As wonderful as this place is, Finney though, it cannot be everything that heaven will be until Elyon’s plan is completed on earth.

“I can say the words which attempt to explain what happened on that day when Elyon’s Son died…” Zyor drew a deep breath. “But they are only words. I will never understand it. Yet I will never give up contemplating it. And I will never run out of time to do so, nor ever lack the company of those who share my quest and are eager to contemplate the wonder with me. And of all the adventures eternity will bring — most of which I can no more guess than you — the fact that Elyon was slain to buy the souls of men will overshadow everything. May his name be forever praised.”

Zyor wound down what was less a discourse than a drama. “These, Master Finney, are things you will never fully understand either — yet I sense that in some ways you already understand them better than I. You are, after all, among those created in his image. Among those for whom he died. You are the bride of Christ; I am merely the servant who attends the wedding and rejoices for both bride and Groom. You are among the privileged people those in the far reaches of the universe marvel at, and shall marvel at for all eternity.

“If I look at you sometimes in apparent awe, remember it is because I know your kind and what you are capable of. I know how all the offenses you chronicle others having done against you pale in comparison to your offenses against the Almighty. How all the rage your people direct against others, and a billion times over, should be directed against each of you by Elyon, and for eternity. When you were first closed out of the Garden of God, I thought he was done with you. You have seen many things here that cause you wonder, and you have barely begun to see. But for me, the greatest wonder is simply that you are here at all.

“For I knew what you were before Elyon captured you, and I knew your transgressions on earth even after he first laid hold of you. I marvel at your transformation, which began on earth, from darkness to light. I have never known darkness, though some of my closest comrades once chose that path, before your world was born.

“Twisted and marred beyond recognition, you were transformed by his grace and empowered by his Spirit to live as a light in the midst of the darkest world the universe has ever known, or ever will. And so you lived, Master Finney, not perfectly, but faithfully. And this you see now is only the beginning of the glory still to come.”

Finney was at once warmed by the thought of his unspeakable privilege in being here, and chilled by the angel’s dark and morbid description of the world he’d once thought of, rather fondly, as his home.

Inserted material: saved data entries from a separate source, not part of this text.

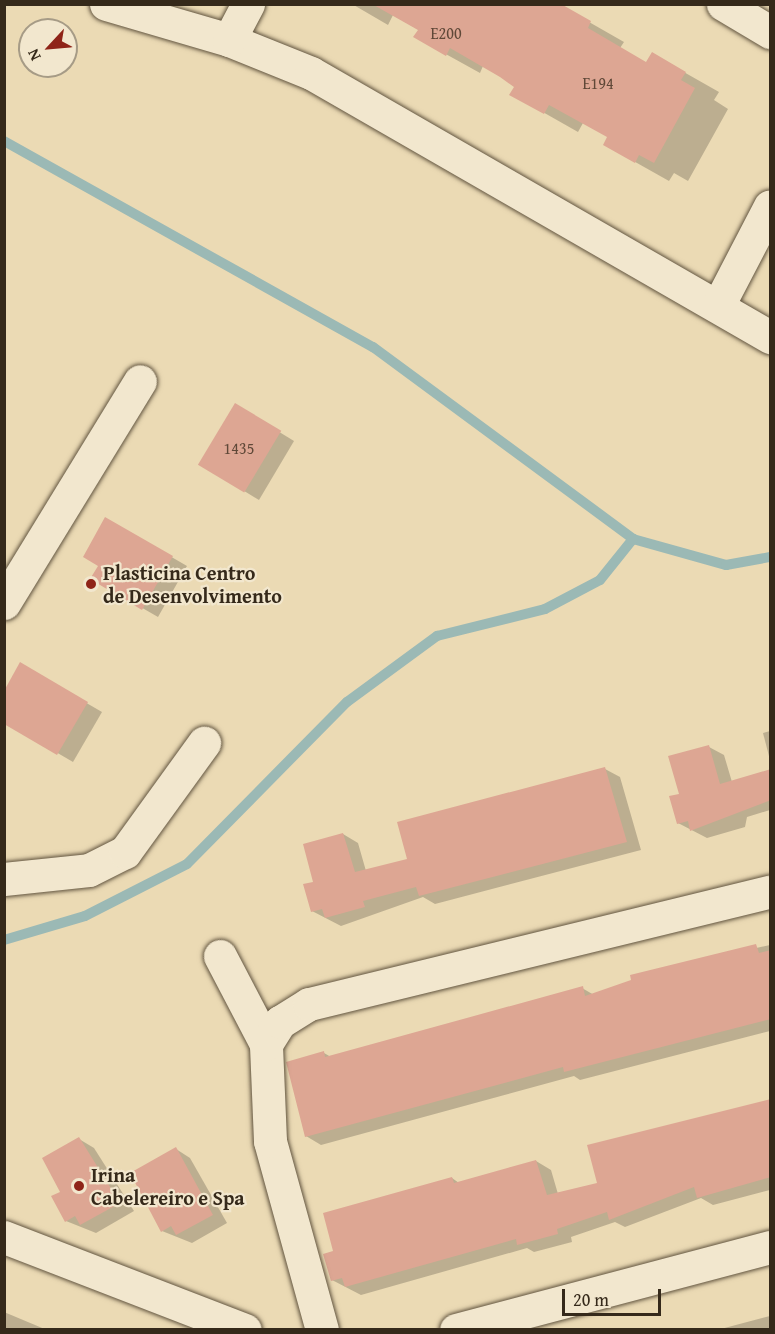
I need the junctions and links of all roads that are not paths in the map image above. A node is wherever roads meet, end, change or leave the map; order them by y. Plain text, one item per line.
1 (106, 4) edge
2 (248, 4) edge
3 (723, 4) edge
4 (771, 32) edge
5 (229, 40) junction
6 (771, 206) edge
7 (719, 304) junction
8 (771, 337) edge
9 (140, 381) dead end
10 (4, 603) edge
11 (204, 743) dead end
12 (4, 879) edge
13 (771, 892) edge
14 (220, 956) dead end
15 (266, 1044) junction
16 (4, 1237) edge
17 (771, 1247) edge
18 (245, 1329) edge
19 (322, 1329) edge
20 (456, 1329) edge

1 - 5 street
2 - 5 street
3 - 4 street
5 - 7 street
6 - 7 street
7 - 8 street
9 - 10 street
11 - 12 street
13 - 15 street
14 - 15 street
15 - 19 street
16 - 18 street
17 - 20 street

Excerpt from the novel Deadline by Randy Alcorn


But God demonstrates his own love for us … While we were still sinners, Christ died for us. (Romans 5:8)


Happy Easter


  1. I went back to reread the Christmas one, even though I did remember it. I love this one even more. The part about the angel’s crying and actually feeling the pain in the heavenly realm was beautiful. I believe they probably did.

    I loved this:

    Here were these puny men obsessed with the offenses of others against them, while themselves committing the ultimate offense of the universe, driving nails through the flesh of God…

    I am one of those puny men these days.